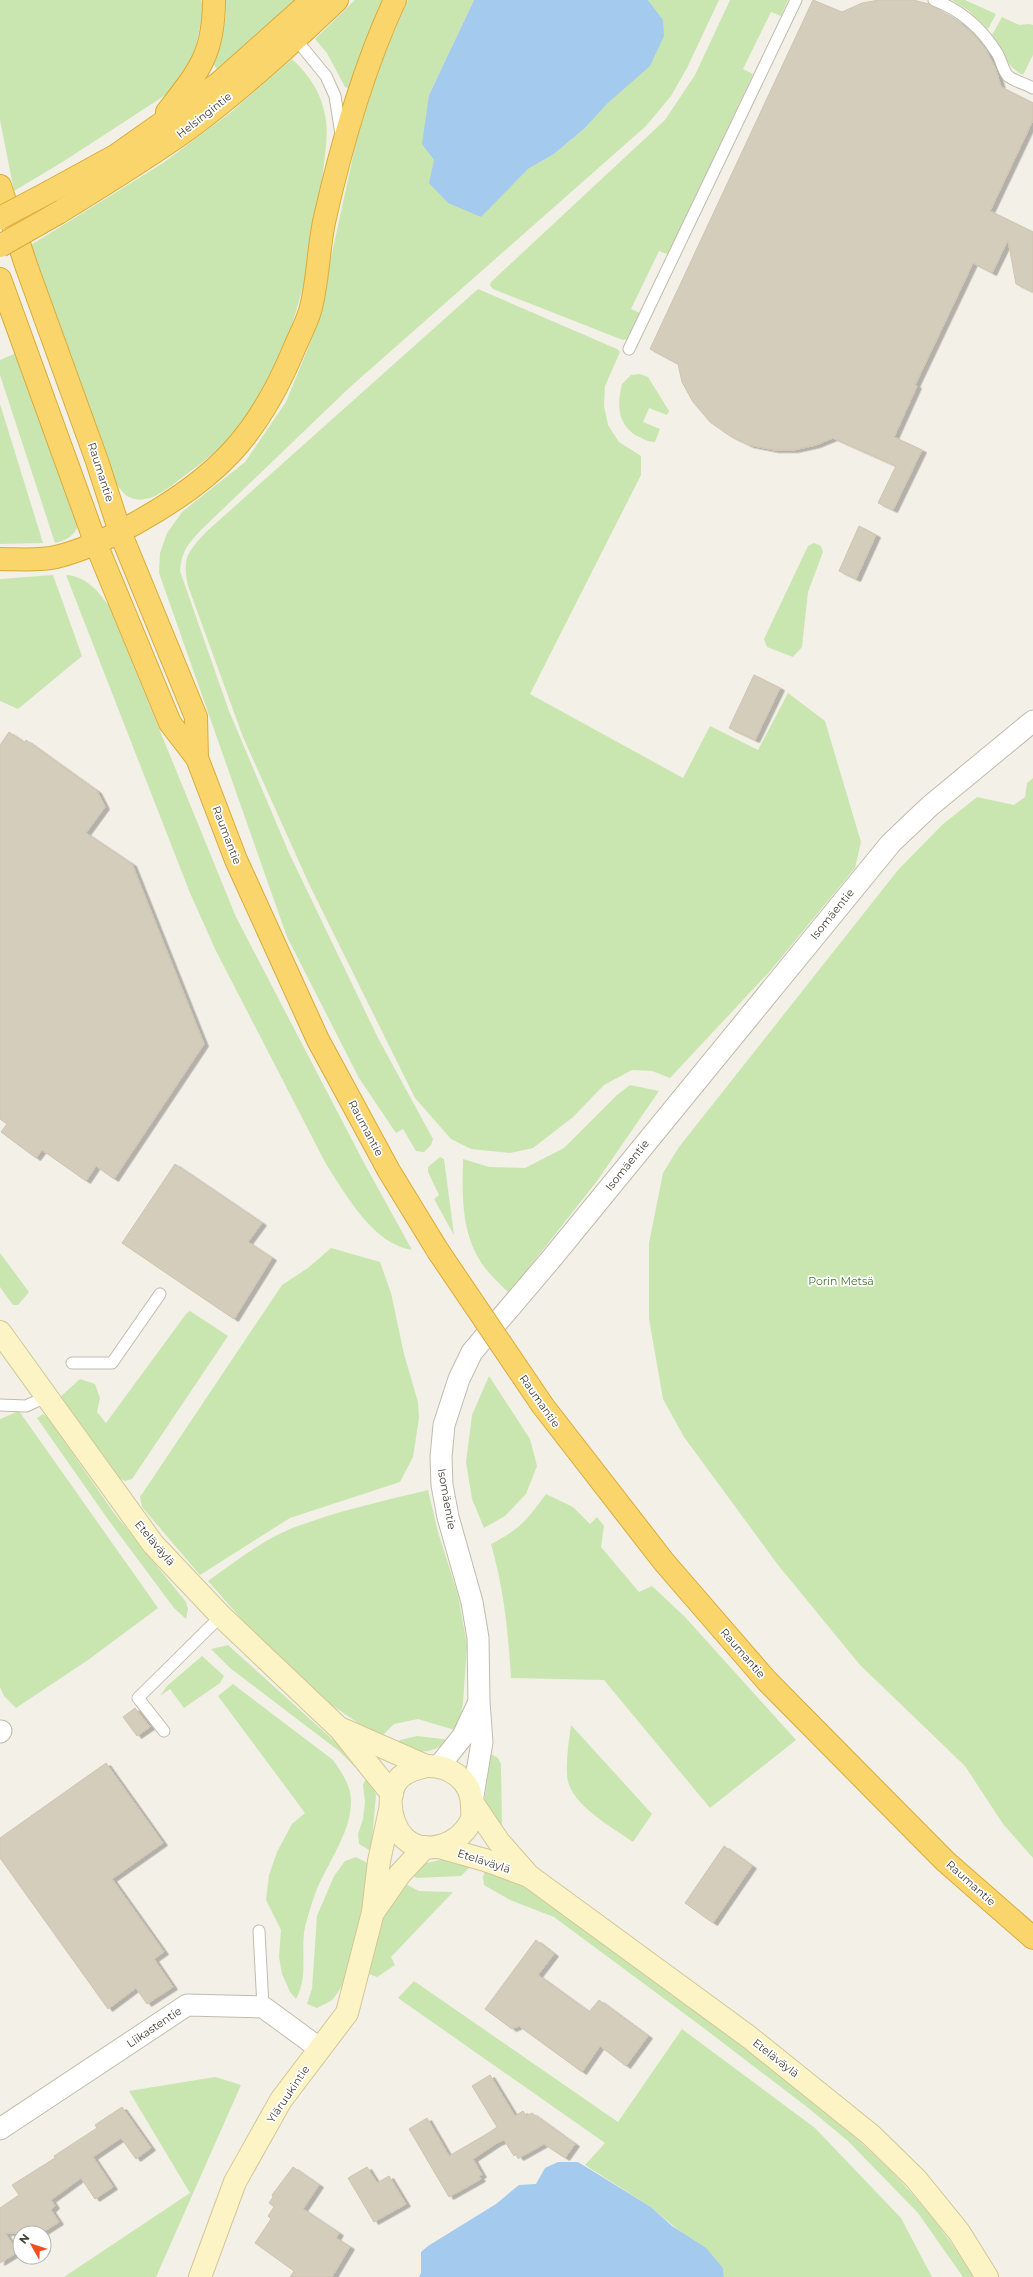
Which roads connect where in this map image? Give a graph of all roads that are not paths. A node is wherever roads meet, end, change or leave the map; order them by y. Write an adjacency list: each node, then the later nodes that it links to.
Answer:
1 (214, 0): 9 (highway)
2 (312, 0): 7 (highway, Helsingintie)
3 (337, 0): 7 (highway, Helsingintie)
4 (395, 0): 10 (highway)
5 (796, 0): 15 (lane)
6 (934, 0): 8 (lane)
7 (290, 33): 9 (highway, Helsingintie); 10 (lane); 13 (highway, Helsingintie, bridge)
8 (1033, 88)
9 (155, 128): 12 (highway, Helsingintie, bridge)
10 (343, 142): 16 (highway)
11 (0, 186): 16 (highway, Raumantie)
12 (0, 218)
13 (0, 246)
14 (0, 279): 17 (highway, Raumantie)
15 (629, 349)
16 (120, 532): 17 (highway); 20 (highway, Raumantie)
17 (96, 544): 18 (highway); 20 (highway, Raumantie)
18 (0, 559)
19 (1033, 721): 27 (street, Isomäentie)
20 (197, 758): 37 (highway, Raumantie, bridge)
21 (160, 1294): 23 (lane)
22 (0, 1332): 24 (main road, Eteläväylä)
23 (72, 1363)
24 (46, 1397): 25 (lane); 26 (main road, Eteläväylä)
25 (0, 1405)
26 (221, 1616): 28 (main road, Eteläväylä); 29 (lane)
27 (479, 1702): 30 (street, Isomäentie); 32 (street, Isomäentie)
28 (340, 1729): 30 (main road, Eteläväylä); 31 (main road, Eteläväylä)
29 (164, 1731)
30 (432, 1766): 31 (main road); 32 (main road)
31 (391, 1802): 33 (main road); 35 (main road, Yläruukintie)
32 (472, 1802): 33 (main road); 34 (main road, Eteläväylä)
33 (432, 1847): 34 (main road, Eteläväylä); 35 (main road, Yläruukintie)
34 (529, 1876): 42 (main road, Eteläväylä)
35 (373, 1912): 39 (main road, Yläruukintie)
36 (259, 1931): 38 (lane)
37 (1033, 1938)
38 (263, 2007): 39 (street); 40 (street, Liikastentie)
39 (319, 2048): 41 (main road, Yläruukintie)
40 (0, 2129)
41 (200, 2277)
42 (987, 2277)

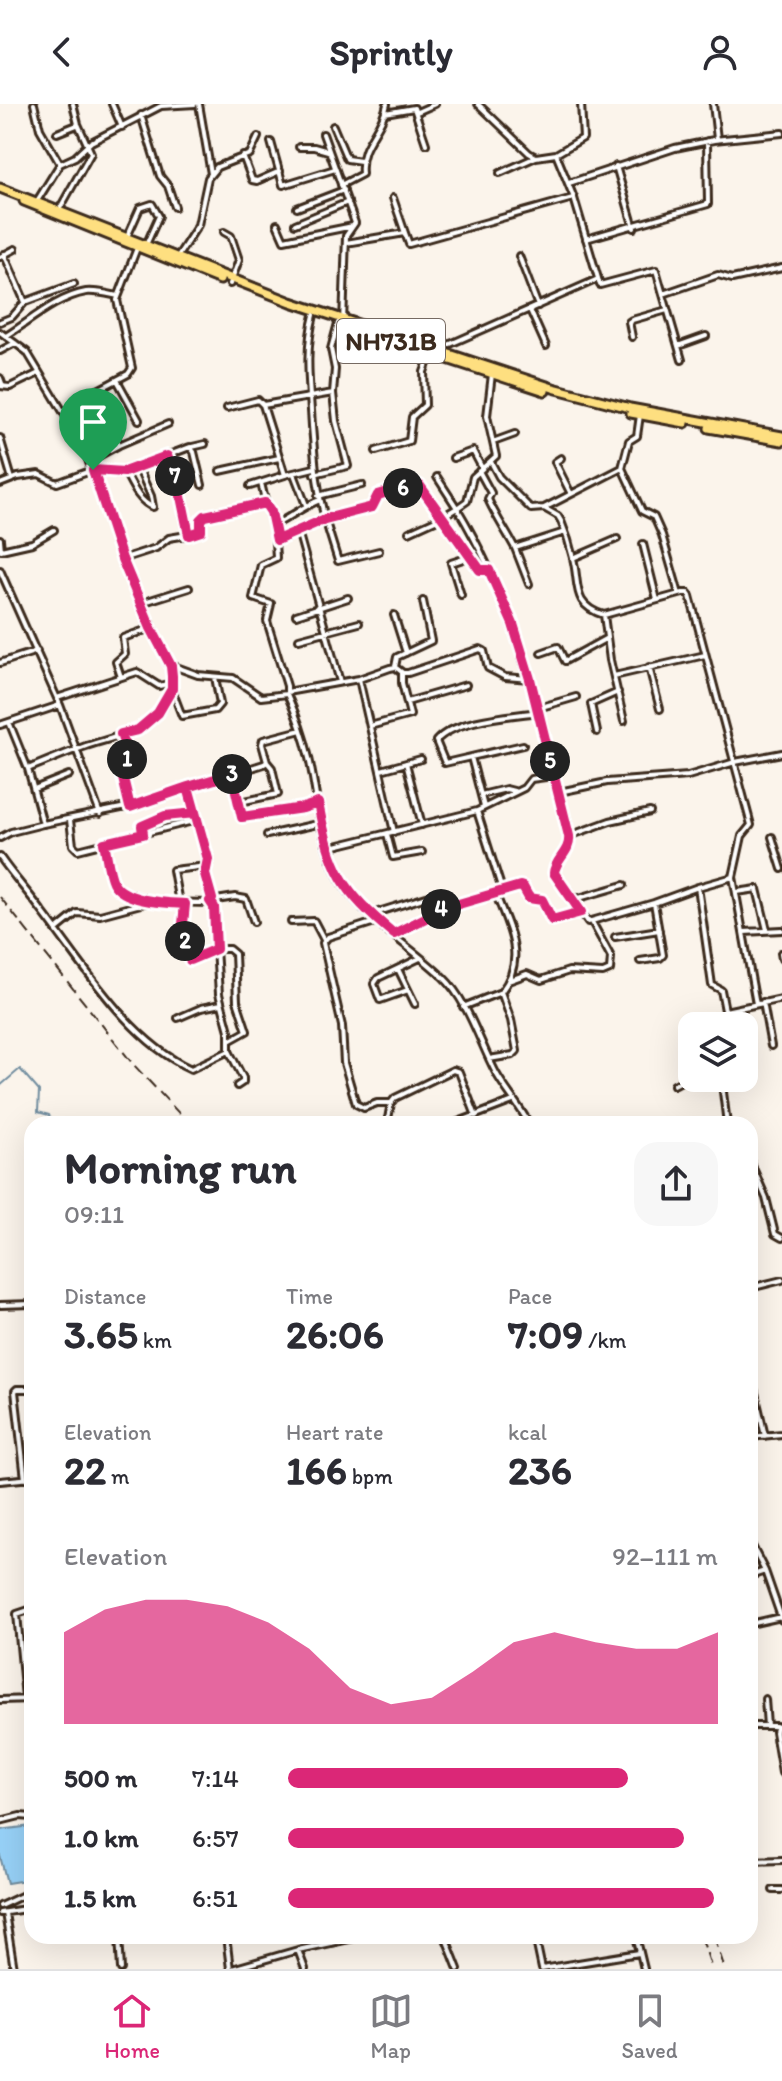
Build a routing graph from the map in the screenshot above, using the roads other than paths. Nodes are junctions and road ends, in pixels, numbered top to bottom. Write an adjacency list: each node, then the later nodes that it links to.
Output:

####

Write the lines above out again exactly, without any of their pictures.

SOLUTION FOR THIS EXERCISE =>
Which roads connect where in this map image? Give a graph of all roads that are not paths. A node is wherever roads meet, end, change or leave the map; order them by y. Write an adjacency list: each node, then the later nodes that it links to.
Answer:
1 (214, 0): 9 (highway)
2 (312, 0): 7 (highway, Helsingintie)
3 (337, 0): 7 (highway, Helsingintie)
4 (395, 0): 10 (highway)
5 (796, 0): 15 (lane)
6 (934, 0): 8 (lane)
7 (290, 33): 9 (highway, Helsingintie); 10 (lane); 13 (highway, Helsingintie, bridge)
8 (1033, 88)
9 (155, 128): 12 (highway, Helsingintie, bridge)
10 (343, 142): 16 (highway)
11 (0, 186): 16 (highway, Raumantie)
12 (0, 218)
13 (0, 246)
14 (0, 279): 17 (highway, Raumantie)
15 (629, 349)
16 (120, 532): 17 (highway); 20 (highway, Raumantie)
17 (96, 544): 18 (highway); 20 (highway, Raumantie)
18 (0, 559)
19 (1033, 721): 27 (street, Isomäentie)
20 (197, 758): 37 (highway, Raumantie, bridge)
21 (160, 1294): 23 (lane)
22 (0, 1332): 24 (main road, Eteläväylä)
23 (72, 1363)
24 (46, 1397): 25 (lane); 26 (main road, Eteläväylä)
25 (0, 1405)
26 (221, 1616): 28 (main road, Eteläväylä); 29 (lane)
27 (479, 1702): 30 (street, Isomäentie); 32 (street, Isomäentie)
28 (340, 1729): 30 (main road, Eteläväylä); 31 (main road, Eteläväylä)
29 (164, 1731)
30 (432, 1766): 31 (main road); 32 (main road)
31 (391, 1802): 33 (main road); 35 (main road, Yläruukintie)
32 (472, 1802): 33 (main road); 34 (main road, Eteläväylä)
33 (432, 1847): 34 (main road, Eteläväylä); 35 (main road, Yläruukintie)
34 (529, 1876): 42 (main road, Eteläväylä)
35 (373, 1912): 39 (main road, Yläruukintie)
36 (259, 1931): 38 (lane)
37 (1033, 1938)
38 (263, 2007): 39 (street); 40 (street, Liikastentie)
39 (319, 2048): 41 (main road, Yläruukintie)
40 (0, 2129)
41 (200, 2277)
42 (987, 2277)

Build a routing graph from the map in the screenshot above, using the roads other than paths. Nodes are junctions and road ends, in pixels, numbered top to bottom. Write an adjacency list: each node, then the later nodes that it links to.
Output:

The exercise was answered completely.